Extracted records:
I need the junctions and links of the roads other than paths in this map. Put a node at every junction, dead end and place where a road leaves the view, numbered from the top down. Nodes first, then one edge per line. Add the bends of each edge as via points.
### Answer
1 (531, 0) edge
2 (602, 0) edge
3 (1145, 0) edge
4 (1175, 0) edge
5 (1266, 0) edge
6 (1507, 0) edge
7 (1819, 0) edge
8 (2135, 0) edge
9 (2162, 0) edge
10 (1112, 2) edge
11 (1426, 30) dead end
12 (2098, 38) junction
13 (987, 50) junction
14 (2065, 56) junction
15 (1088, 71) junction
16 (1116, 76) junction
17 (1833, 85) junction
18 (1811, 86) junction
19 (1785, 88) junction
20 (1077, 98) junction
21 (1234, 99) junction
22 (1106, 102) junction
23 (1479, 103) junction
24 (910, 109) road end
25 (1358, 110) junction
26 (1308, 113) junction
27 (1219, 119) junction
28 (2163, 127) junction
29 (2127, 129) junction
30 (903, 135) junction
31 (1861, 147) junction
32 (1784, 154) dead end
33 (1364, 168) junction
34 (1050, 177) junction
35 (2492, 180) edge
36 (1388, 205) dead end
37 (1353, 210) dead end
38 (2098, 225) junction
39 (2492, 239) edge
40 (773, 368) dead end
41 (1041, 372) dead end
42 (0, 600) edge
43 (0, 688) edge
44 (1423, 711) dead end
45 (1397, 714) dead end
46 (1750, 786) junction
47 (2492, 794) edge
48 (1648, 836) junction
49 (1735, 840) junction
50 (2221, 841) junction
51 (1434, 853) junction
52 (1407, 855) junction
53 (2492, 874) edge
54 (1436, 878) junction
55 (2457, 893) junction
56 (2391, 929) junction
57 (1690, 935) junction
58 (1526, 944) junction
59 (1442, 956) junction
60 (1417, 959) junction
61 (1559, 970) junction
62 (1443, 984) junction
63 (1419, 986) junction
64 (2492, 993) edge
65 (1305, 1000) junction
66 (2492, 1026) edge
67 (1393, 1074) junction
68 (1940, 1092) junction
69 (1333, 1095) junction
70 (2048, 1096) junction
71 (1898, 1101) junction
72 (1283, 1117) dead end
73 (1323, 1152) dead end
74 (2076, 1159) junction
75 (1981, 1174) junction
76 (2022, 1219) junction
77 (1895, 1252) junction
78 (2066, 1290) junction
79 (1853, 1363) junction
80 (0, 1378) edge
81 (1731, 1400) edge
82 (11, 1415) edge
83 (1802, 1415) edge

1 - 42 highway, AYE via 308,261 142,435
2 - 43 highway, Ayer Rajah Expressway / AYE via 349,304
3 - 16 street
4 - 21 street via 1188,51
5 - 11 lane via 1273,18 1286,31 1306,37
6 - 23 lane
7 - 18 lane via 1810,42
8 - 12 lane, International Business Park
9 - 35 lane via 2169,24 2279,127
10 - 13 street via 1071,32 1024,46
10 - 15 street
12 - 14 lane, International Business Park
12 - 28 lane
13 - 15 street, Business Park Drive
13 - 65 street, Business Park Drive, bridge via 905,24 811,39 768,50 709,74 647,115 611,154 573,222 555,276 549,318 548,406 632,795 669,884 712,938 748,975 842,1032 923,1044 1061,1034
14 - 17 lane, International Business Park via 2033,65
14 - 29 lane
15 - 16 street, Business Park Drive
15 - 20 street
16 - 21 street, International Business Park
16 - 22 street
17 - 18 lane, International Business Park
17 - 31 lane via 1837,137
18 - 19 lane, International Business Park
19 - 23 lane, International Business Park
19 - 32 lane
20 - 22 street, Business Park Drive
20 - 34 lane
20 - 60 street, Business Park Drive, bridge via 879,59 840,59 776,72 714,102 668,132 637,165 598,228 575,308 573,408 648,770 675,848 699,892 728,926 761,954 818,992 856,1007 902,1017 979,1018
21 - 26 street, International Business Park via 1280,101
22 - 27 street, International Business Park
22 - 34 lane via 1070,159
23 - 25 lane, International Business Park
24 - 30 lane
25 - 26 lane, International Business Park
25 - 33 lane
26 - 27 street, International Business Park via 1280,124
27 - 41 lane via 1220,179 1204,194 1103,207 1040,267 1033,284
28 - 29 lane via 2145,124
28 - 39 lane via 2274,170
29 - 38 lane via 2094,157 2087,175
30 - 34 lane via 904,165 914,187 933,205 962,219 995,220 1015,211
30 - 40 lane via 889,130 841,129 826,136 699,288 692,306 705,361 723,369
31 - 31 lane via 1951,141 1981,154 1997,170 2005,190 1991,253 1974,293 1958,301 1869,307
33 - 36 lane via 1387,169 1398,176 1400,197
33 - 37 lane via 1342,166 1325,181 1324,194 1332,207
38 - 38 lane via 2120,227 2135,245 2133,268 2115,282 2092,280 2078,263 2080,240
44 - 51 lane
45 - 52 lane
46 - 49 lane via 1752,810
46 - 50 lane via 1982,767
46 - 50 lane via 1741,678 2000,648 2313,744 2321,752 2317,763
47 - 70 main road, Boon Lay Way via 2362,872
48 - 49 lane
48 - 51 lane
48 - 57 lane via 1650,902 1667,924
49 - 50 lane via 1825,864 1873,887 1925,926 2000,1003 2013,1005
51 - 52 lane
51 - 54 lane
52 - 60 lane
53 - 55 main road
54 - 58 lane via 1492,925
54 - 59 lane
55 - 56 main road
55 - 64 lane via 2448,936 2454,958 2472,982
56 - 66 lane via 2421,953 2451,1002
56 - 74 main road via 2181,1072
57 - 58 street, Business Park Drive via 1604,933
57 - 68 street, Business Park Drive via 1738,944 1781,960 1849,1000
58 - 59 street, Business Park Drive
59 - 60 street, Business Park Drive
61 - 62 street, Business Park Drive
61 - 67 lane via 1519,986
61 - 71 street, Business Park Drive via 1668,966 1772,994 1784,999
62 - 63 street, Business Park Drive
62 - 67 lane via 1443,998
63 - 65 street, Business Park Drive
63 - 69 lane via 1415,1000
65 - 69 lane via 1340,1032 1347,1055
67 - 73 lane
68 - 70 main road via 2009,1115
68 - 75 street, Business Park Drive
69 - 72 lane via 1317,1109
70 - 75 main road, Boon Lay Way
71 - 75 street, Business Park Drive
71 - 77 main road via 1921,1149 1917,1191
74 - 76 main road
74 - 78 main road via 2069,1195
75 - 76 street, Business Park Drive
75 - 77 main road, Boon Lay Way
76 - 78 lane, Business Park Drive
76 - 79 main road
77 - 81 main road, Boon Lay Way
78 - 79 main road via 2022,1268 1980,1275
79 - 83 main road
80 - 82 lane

Work task: Restate the records from above exactly as they read.

Solution below:
I need the junctions and links of the roads other than paths in this map. Put a node at every junction, dead end and place where a road leaves the view, numbered from the top down. Nodes first, then one edge per line. Add the bends of each edge as via points.
### Answer
1 (531, 0) edge
2 (602, 0) edge
3 (1145, 0) edge
4 (1175, 0) edge
5 (1266, 0) edge
6 (1507, 0) edge
7 (1819, 0) edge
8 (2135, 0) edge
9 (2162, 0) edge
10 (1112, 2) edge
11 (1426, 30) dead end
12 (2098, 38) junction
13 (987, 50) junction
14 (2065, 56) junction
15 (1088, 71) junction
16 (1116, 76) junction
17 (1833, 85) junction
18 (1811, 86) junction
19 (1785, 88) junction
20 (1077, 98) junction
21 (1234, 99) junction
22 (1106, 102) junction
23 (1479, 103) junction
24 (910, 109) road end
25 (1358, 110) junction
26 (1308, 113) junction
27 (1219, 119) junction
28 (2163, 127) junction
29 (2127, 129) junction
30 (903, 135) junction
31 (1861, 147) junction
32 (1784, 154) dead end
33 (1364, 168) junction
34 (1050, 177) junction
35 (2492, 180) edge
36 (1388, 205) dead end
37 (1353, 210) dead end
38 (2098, 225) junction
39 (2492, 239) edge
40 (773, 368) dead end
41 (1041, 372) dead end
42 (0, 600) edge
43 (0, 688) edge
44 (1423, 711) dead end
45 (1397, 714) dead end
46 (1750, 786) junction
47 (2492, 794) edge
48 (1648, 836) junction
49 (1735, 840) junction
50 (2221, 841) junction
51 (1434, 853) junction
52 (1407, 855) junction
53 (2492, 874) edge
54 (1436, 878) junction
55 (2457, 893) junction
56 (2391, 929) junction
57 (1690, 935) junction
58 (1526, 944) junction
59 (1442, 956) junction
60 (1417, 959) junction
61 (1559, 970) junction
62 (1443, 984) junction
63 (1419, 986) junction
64 (2492, 993) edge
65 (1305, 1000) junction
66 (2492, 1026) edge
67 (1393, 1074) junction
68 (1940, 1092) junction
69 (1333, 1095) junction
70 (2048, 1096) junction
71 (1898, 1101) junction
72 (1283, 1117) dead end
73 (1323, 1152) dead end
74 (2076, 1159) junction
75 (1981, 1174) junction
76 (2022, 1219) junction
77 (1895, 1252) junction
78 (2066, 1290) junction
79 (1853, 1363) junction
80 (0, 1378) edge
81 (1731, 1400) edge
82 (11, 1415) edge
83 (1802, 1415) edge

1 - 42 highway, AYE via 308,261 142,435
2 - 43 highway, Ayer Rajah Expressway / AYE via 349,304
3 - 16 street
4 - 21 street via 1188,51
5 - 11 lane via 1273,18 1286,31 1306,37
6 - 23 lane
7 - 18 lane via 1810,42
8 - 12 lane, International Business Park
9 - 35 lane via 2169,24 2279,127
10 - 13 street via 1071,32 1024,46
10 - 15 street
12 - 14 lane, International Business Park
12 - 28 lane
13 - 15 street, Business Park Drive
13 - 65 street, Business Park Drive, bridge via 905,24 811,39 768,50 709,74 647,115 611,154 573,222 555,276 549,318 548,406 632,795 669,884 712,938 748,975 842,1032 923,1044 1061,1034
14 - 17 lane, International Business Park via 2033,65
14 - 29 lane
15 - 16 street, Business Park Drive
15 - 20 street
16 - 21 street, International Business Park
16 - 22 street
17 - 18 lane, International Business Park
17 - 31 lane via 1837,137
18 - 19 lane, International Business Park
19 - 23 lane, International Business Park
19 - 32 lane
20 - 22 street, Business Park Drive
20 - 34 lane
20 - 60 street, Business Park Drive, bridge via 879,59 840,59 776,72 714,102 668,132 637,165 598,228 575,308 573,408 648,770 675,848 699,892 728,926 761,954 818,992 856,1007 902,1017 979,1018
21 - 26 street, International Business Park via 1280,101
22 - 27 street, International Business Park
22 - 34 lane via 1070,159
23 - 25 lane, International Business Park
24 - 30 lane
25 - 26 lane, International Business Park
25 - 33 lane
26 - 27 street, International Business Park via 1280,124
27 - 41 lane via 1220,179 1204,194 1103,207 1040,267 1033,284
28 - 29 lane via 2145,124
28 - 39 lane via 2274,170
29 - 38 lane via 2094,157 2087,175
30 - 34 lane via 904,165 914,187 933,205 962,219 995,220 1015,211
30 - 40 lane via 889,130 841,129 826,136 699,288 692,306 705,361 723,369
31 - 31 lane via 1951,141 1981,154 1997,170 2005,190 1991,253 1974,293 1958,301 1869,307
33 - 36 lane via 1387,169 1398,176 1400,197
33 - 37 lane via 1342,166 1325,181 1324,194 1332,207
38 - 38 lane via 2120,227 2135,245 2133,268 2115,282 2092,280 2078,263 2080,240
44 - 51 lane
45 - 52 lane
46 - 49 lane via 1752,810
46 - 50 lane via 1982,767
46 - 50 lane via 1741,678 2000,648 2313,744 2321,752 2317,763
47 - 70 main road, Boon Lay Way via 2362,872
48 - 49 lane
48 - 51 lane
48 - 57 lane via 1650,902 1667,924
49 - 50 lane via 1825,864 1873,887 1925,926 2000,1003 2013,1005
51 - 52 lane
51 - 54 lane
52 - 60 lane
53 - 55 main road
54 - 58 lane via 1492,925
54 - 59 lane
55 - 56 main road
55 - 64 lane via 2448,936 2454,958 2472,982
56 - 66 lane via 2421,953 2451,1002
56 - 74 main road via 2181,1072
57 - 58 street, Business Park Drive via 1604,933
57 - 68 street, Business Park Drive via 1738,944 1781,960 1849,1000
58 - 59 street, Business Park Drive
59 - 60 street, Business Park Drive
61 - 62 street, Business Park Drive
61 - 67 lane via 1519,986
61 - 71 street, Business Park Drive via 1668,966 1772,994 1784,999
62 - 63 street, Business Park Drive
62 - 67 lane via 1443,998
63 - 65 street, Business Park Drive
63 - 69 lane via 1415,1000
65 - 69 lane via 1340,1032 1347,1055
67 - 73 lane
68 - 70 main road via 2009,1115
68 - 75 street, Business Park Drive
69 - 72 lane via 1317,1109
70 - 75 main road, Boon Lay Way
71 - 75 street, Business Park Drive
71 - 77 main road via 1921,1149 1917,1191
74 - 76 main road
74 - 78 main road via 2069,1195
75 - 76 street, Business Park Drive
75 - 77 main road, Boon Lay Way
76 - 78 lane, Business Park Drive
76 - 79 main road
77 - 81 main road, Boon Lay Way
78 - 79 main road via 2022,1268 1980,1275
79 - 83 main road
80 - 82 lane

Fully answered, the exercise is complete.